I know, I know. It's been awhile since I've written, but hey, at least that means there's more drama for me to write about, right? lol -- here goes.
Well, Sunday night, actually monday morning (3:30am) "B" and I ended up having phone sex! It was soo hot. I mean, it wasn't like, ooh baby I want to ram my hard d**k into your pu**y. y'know what I mean. It was more sensual and erotic. Listening to him breathe hard and tell me he wanted to be inside me and how I wished that he were. We both came and I tell you that I've never orgasmed like that before. Well, actually once before, but in all the years I've been masturbating.. that was phenomenal!

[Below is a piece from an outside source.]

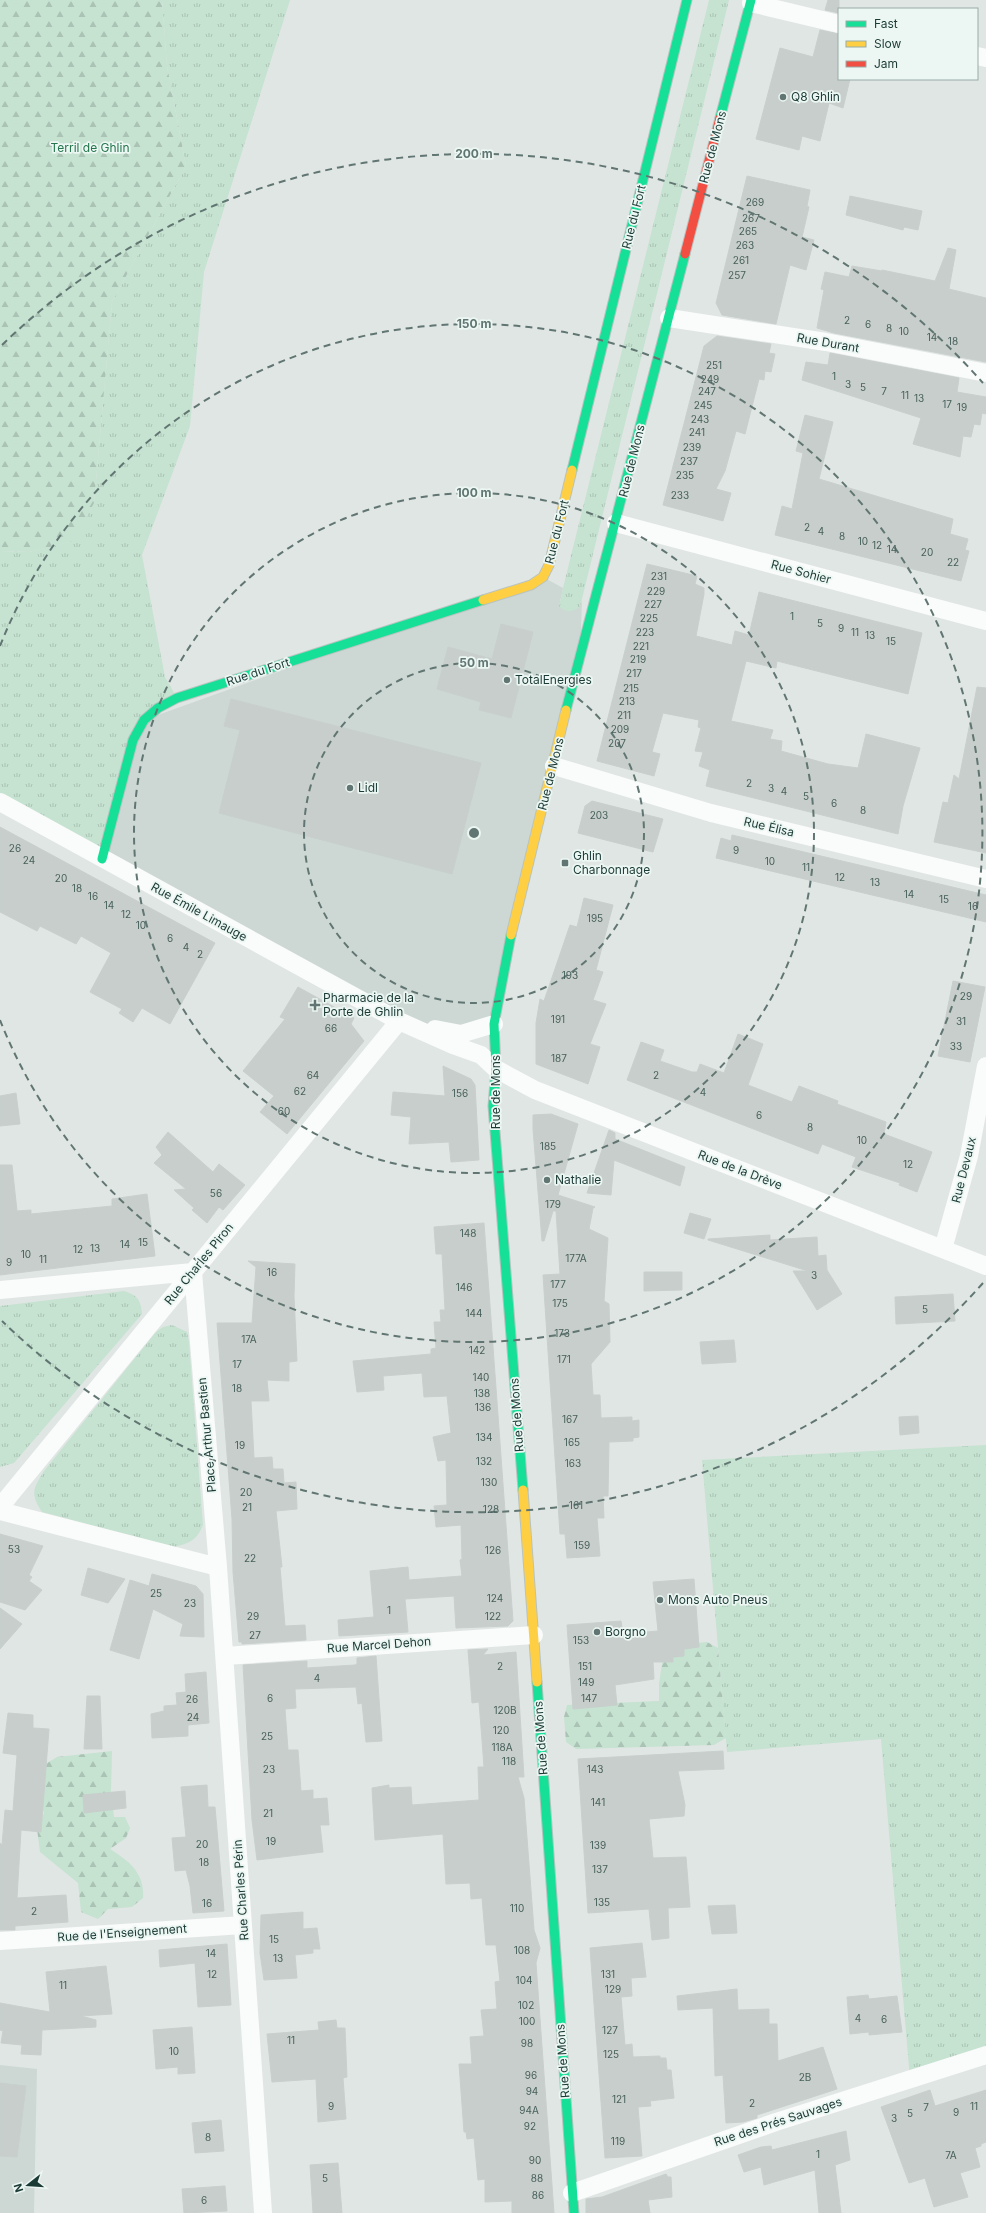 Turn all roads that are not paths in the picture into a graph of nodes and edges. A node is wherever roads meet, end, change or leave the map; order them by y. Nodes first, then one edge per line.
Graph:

Yesterday we talked on the phone and he was acting weird and it was because of our last "conversation." I asked him if he regretted it and he said no, but that was something he had never done before. So, last night, he called at 12:30, which is when he always calls me, but he didn't really want to talk. He's making me all frustrated and confused that it's pissing me off.
Anyways, today I felt soo lonely and depressed and sad that I actually drank some bacardi at 3pm in the freaking afternoon. I contemplated taking some of my vicodin, but, I definitely wouldn't make it to my night class. I really want him soo badly.
It's kinda weird that I'm being a homewrecker, because I'm not like this and never imagined this situation ever arising in my life. I'm a 26yr old virgin who lives off her aunt and uncle and goes to a freaking community college! I work at starbucks for fucks sake. I'm overweight, have self esteem and body issues and has never had a boyfriend. When he tells me that he desires me and is attracted to me and that if he weren't married, we'd definitely be dating, I get all mushy and happy inside. He is THE first guy to make me comfortable in my own skin. I don't care how I look naked with him. Not that he's seen me naked of course...lol... yet!
Geez, I need to be a good girl. All my friends think I need to step back from this situation and not talk to him anymore, but he's like cocaine... I need him... anyways, I'm probably gonna give him the rest of my vicodin. He likes taking it, and I don't really.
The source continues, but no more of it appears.